Look through the entries below, please, and copy every line with the word "Střelecká".
---------- Source material ----------
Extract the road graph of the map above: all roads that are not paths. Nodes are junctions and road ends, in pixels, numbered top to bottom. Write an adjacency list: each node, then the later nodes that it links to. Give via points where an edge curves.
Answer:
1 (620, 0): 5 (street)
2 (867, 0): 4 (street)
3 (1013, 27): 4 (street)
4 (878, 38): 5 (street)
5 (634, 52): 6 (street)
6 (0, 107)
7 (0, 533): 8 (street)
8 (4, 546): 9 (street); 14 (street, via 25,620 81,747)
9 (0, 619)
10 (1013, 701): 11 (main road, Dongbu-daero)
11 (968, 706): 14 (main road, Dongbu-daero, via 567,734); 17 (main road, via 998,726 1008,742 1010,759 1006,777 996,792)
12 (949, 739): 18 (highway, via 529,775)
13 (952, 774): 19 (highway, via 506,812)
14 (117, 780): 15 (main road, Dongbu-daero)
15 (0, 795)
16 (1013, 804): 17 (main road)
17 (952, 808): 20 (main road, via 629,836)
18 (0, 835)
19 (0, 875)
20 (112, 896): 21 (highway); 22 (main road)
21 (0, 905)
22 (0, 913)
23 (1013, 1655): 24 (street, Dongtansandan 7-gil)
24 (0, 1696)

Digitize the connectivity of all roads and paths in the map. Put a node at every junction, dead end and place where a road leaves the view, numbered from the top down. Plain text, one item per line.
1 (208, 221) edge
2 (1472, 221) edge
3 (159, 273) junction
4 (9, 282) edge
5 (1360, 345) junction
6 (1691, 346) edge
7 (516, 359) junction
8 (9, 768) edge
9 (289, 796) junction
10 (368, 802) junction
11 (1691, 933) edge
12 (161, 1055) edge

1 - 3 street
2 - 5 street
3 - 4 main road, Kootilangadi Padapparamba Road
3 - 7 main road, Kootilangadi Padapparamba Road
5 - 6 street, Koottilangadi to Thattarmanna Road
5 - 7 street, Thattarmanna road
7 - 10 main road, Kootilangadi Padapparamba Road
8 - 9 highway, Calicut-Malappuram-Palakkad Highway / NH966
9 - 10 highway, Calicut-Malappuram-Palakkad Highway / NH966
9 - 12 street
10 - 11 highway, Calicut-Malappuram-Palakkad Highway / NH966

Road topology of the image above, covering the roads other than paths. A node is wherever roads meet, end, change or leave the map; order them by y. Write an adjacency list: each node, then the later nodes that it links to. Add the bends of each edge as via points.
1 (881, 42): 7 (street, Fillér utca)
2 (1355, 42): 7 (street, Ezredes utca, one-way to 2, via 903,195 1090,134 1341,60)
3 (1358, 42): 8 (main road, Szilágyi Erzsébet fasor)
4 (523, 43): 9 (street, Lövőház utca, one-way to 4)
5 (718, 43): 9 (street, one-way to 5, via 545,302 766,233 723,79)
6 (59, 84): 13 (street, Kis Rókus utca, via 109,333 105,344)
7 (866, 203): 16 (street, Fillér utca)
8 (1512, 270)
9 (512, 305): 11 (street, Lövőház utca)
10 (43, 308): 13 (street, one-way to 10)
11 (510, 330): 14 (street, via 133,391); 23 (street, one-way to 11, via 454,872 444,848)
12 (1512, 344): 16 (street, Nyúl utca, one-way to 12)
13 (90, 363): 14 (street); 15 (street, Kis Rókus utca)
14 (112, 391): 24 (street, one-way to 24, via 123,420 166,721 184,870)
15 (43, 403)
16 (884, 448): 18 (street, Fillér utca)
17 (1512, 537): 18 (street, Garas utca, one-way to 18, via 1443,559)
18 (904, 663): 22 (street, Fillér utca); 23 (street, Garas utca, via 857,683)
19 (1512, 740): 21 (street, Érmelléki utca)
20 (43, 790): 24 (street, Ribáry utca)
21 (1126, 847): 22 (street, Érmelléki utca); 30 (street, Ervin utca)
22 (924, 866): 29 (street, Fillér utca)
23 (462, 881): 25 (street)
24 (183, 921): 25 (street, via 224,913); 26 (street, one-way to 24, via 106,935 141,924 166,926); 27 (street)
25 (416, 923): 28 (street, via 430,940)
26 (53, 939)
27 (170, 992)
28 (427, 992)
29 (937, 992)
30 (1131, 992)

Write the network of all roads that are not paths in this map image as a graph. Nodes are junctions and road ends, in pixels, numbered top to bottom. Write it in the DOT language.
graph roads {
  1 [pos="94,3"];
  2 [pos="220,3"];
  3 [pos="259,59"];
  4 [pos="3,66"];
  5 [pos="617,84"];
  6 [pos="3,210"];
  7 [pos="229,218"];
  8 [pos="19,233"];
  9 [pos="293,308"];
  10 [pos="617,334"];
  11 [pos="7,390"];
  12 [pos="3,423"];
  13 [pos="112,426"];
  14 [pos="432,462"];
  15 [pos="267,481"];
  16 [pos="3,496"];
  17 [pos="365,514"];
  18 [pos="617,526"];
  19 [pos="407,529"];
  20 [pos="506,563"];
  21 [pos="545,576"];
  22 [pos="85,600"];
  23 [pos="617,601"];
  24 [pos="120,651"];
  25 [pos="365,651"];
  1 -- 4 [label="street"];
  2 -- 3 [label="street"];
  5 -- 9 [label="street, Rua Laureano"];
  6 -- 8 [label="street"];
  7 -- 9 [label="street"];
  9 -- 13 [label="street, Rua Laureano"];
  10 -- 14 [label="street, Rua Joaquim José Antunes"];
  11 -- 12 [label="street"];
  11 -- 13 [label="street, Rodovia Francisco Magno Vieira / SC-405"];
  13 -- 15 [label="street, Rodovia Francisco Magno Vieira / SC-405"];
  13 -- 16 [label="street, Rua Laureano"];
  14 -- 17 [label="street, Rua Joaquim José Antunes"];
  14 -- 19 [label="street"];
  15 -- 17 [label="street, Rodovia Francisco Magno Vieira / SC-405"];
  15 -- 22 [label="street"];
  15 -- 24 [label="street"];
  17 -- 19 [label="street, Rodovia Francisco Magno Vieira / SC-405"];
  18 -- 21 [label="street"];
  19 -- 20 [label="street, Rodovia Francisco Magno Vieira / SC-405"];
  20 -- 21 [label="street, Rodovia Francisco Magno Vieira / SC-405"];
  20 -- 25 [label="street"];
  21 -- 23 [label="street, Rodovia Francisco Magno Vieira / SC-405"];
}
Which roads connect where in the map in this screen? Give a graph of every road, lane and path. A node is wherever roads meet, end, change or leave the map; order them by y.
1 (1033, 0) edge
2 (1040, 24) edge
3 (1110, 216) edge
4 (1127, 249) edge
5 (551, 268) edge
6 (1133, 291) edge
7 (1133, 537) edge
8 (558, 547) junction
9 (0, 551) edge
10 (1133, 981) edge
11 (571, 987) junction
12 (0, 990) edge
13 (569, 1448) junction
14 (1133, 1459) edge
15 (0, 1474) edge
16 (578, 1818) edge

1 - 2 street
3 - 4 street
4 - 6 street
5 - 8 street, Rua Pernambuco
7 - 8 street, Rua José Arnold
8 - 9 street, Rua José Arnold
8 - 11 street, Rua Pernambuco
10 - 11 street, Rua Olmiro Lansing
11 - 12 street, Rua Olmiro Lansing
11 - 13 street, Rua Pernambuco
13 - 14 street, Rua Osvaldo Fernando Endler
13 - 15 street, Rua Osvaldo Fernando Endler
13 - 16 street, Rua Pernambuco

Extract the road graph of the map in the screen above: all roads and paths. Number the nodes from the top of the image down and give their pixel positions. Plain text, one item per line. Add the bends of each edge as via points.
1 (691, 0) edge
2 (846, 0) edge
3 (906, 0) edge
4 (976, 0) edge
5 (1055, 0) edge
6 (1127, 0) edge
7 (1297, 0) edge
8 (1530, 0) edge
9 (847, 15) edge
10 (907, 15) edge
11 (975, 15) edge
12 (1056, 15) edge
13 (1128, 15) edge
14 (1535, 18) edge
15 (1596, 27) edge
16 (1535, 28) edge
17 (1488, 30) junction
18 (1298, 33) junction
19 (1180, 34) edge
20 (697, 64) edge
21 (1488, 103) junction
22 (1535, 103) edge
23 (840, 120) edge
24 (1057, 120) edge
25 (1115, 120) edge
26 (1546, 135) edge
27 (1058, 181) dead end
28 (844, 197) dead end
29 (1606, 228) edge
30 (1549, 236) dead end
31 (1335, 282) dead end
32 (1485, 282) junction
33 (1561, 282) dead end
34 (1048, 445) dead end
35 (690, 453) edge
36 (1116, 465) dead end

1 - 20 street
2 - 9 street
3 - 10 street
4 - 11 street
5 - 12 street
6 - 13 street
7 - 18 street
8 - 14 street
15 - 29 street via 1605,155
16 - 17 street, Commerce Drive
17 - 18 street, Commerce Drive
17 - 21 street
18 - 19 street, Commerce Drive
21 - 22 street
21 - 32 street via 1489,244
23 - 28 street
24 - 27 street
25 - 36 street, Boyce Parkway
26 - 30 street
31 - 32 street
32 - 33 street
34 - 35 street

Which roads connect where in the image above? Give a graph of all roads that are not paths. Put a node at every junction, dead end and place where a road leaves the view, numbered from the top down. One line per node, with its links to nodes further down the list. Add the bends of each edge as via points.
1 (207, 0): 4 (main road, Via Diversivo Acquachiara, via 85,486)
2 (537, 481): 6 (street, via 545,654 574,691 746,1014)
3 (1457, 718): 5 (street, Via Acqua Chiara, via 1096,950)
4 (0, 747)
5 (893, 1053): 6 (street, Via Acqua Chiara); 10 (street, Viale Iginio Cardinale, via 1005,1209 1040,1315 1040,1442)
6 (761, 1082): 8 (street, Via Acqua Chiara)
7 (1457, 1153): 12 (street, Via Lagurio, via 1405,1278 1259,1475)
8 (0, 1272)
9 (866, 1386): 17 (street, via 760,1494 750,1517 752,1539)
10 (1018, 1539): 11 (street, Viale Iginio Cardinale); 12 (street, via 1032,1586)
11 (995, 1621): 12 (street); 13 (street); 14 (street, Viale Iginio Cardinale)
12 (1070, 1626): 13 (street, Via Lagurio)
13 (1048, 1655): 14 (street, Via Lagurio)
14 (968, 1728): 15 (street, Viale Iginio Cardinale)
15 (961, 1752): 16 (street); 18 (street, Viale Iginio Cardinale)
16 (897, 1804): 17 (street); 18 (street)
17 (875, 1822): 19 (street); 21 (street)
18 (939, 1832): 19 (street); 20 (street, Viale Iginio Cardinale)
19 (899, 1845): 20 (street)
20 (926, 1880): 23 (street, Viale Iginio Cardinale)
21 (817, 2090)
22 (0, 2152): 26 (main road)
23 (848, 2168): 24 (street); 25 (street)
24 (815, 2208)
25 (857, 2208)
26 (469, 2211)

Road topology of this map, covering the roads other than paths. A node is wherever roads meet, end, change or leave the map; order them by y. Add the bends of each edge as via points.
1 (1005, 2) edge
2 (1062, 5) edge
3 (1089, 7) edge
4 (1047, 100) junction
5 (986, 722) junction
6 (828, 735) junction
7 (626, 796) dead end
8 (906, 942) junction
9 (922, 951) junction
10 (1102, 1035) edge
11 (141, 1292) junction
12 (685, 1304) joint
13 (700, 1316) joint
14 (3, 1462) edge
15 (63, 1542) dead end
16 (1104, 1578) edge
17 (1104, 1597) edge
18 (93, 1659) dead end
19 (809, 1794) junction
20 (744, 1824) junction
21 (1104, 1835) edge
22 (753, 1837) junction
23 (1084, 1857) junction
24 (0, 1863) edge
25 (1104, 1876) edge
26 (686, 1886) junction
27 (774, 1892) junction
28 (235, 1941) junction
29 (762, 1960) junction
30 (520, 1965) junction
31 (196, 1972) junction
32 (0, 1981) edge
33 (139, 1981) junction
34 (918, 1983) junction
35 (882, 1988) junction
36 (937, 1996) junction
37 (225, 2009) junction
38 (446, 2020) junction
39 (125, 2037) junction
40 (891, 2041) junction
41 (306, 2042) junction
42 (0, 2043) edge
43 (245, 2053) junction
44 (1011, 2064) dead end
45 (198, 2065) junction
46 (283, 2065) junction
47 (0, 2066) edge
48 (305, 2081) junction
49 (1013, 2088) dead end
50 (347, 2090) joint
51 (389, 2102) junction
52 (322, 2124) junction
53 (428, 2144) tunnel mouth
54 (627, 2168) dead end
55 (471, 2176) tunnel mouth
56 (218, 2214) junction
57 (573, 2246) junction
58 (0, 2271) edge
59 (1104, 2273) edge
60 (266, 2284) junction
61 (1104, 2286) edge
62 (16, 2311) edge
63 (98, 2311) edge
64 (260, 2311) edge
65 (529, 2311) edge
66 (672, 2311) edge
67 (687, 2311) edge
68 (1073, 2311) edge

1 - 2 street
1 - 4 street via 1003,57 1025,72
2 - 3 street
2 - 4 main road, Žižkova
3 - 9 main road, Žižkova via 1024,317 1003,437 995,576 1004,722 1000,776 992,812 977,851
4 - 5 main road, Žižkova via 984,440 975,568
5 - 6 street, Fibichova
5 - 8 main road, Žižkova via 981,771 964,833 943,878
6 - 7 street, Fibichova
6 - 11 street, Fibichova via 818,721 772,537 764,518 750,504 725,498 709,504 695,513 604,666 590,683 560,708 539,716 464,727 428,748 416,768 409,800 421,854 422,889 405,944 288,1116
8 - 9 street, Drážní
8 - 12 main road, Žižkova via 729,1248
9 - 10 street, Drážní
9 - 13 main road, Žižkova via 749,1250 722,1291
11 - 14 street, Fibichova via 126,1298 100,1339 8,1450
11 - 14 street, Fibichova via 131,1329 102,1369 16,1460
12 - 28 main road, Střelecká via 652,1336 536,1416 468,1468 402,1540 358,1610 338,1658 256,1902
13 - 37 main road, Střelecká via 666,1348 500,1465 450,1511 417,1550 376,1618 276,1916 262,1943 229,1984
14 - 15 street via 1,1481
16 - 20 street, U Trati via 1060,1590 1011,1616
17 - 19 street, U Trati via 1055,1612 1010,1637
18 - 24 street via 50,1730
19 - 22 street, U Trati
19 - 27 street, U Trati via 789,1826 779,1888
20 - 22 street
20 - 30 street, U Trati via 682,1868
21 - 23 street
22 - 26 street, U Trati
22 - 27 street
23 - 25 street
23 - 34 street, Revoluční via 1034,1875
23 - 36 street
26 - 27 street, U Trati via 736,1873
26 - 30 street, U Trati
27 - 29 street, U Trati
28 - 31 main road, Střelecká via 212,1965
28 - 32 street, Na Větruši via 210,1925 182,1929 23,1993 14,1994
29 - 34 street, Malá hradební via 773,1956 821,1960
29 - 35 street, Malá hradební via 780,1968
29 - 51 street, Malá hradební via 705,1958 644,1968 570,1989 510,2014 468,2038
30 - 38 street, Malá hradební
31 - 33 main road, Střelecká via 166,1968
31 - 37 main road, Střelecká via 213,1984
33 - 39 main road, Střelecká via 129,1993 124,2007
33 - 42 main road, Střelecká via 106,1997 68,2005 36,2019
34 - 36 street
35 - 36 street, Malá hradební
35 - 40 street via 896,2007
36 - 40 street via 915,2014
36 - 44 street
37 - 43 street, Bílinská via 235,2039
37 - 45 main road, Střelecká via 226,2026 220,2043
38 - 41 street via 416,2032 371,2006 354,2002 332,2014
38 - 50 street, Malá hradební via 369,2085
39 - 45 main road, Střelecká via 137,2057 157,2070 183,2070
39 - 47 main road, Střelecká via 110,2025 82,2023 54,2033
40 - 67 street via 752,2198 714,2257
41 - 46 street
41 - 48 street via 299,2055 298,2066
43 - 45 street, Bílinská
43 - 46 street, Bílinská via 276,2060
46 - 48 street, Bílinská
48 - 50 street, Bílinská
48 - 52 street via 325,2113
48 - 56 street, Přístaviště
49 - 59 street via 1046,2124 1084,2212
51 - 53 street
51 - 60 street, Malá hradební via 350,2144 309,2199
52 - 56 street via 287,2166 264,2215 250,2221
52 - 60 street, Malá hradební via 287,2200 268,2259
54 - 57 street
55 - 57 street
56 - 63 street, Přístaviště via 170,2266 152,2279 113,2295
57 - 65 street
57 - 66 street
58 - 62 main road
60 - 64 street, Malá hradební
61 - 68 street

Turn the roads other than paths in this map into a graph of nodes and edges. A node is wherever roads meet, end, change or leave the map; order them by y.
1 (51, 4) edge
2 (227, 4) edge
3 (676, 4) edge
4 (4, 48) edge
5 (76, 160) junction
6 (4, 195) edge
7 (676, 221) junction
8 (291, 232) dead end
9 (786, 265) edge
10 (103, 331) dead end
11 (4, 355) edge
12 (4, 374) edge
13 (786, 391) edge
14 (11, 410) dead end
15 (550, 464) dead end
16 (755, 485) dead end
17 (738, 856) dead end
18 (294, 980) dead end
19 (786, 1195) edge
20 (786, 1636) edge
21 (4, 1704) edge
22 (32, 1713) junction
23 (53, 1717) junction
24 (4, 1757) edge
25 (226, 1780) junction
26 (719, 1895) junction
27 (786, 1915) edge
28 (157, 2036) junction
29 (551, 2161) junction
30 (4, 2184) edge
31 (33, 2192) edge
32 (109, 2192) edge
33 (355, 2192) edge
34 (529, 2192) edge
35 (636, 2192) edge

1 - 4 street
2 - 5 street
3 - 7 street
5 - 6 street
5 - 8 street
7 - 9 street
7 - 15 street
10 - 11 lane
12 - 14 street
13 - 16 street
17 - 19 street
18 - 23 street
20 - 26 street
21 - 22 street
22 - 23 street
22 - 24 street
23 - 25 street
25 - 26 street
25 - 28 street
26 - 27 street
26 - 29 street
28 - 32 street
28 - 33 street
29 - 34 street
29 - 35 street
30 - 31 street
----------
§ Problem solution:
12 - 28 main road, Střelecká via 652,1336 536,1416 468,1468 402,1540 358,1610 338,1658 256,1902
13 - 37 main road, Střelecká via 666,1348 500,1465 450,1511 417,1550 376,1618 276,1916 262,1943 229,1984
28 - 31 main road, Střelecká via 212,1965
31 - 33 main road, Střelecká via 166,1968
31 - 37 main road, Střelecká via 213,1984
33 - 39 main road, Střelecká via 129,1993 124,2007
33 - 42 main road, Střelecká via 106,1997 68,2005 36,2019
37 - 45 main road, Střelecká via 226,2026 220,2043
39 - 45 main road, Střelecká via 137,2057 157,2070 183,2070
39 - 47 main road, Střelecká via 110,2025 82,2023 54,2033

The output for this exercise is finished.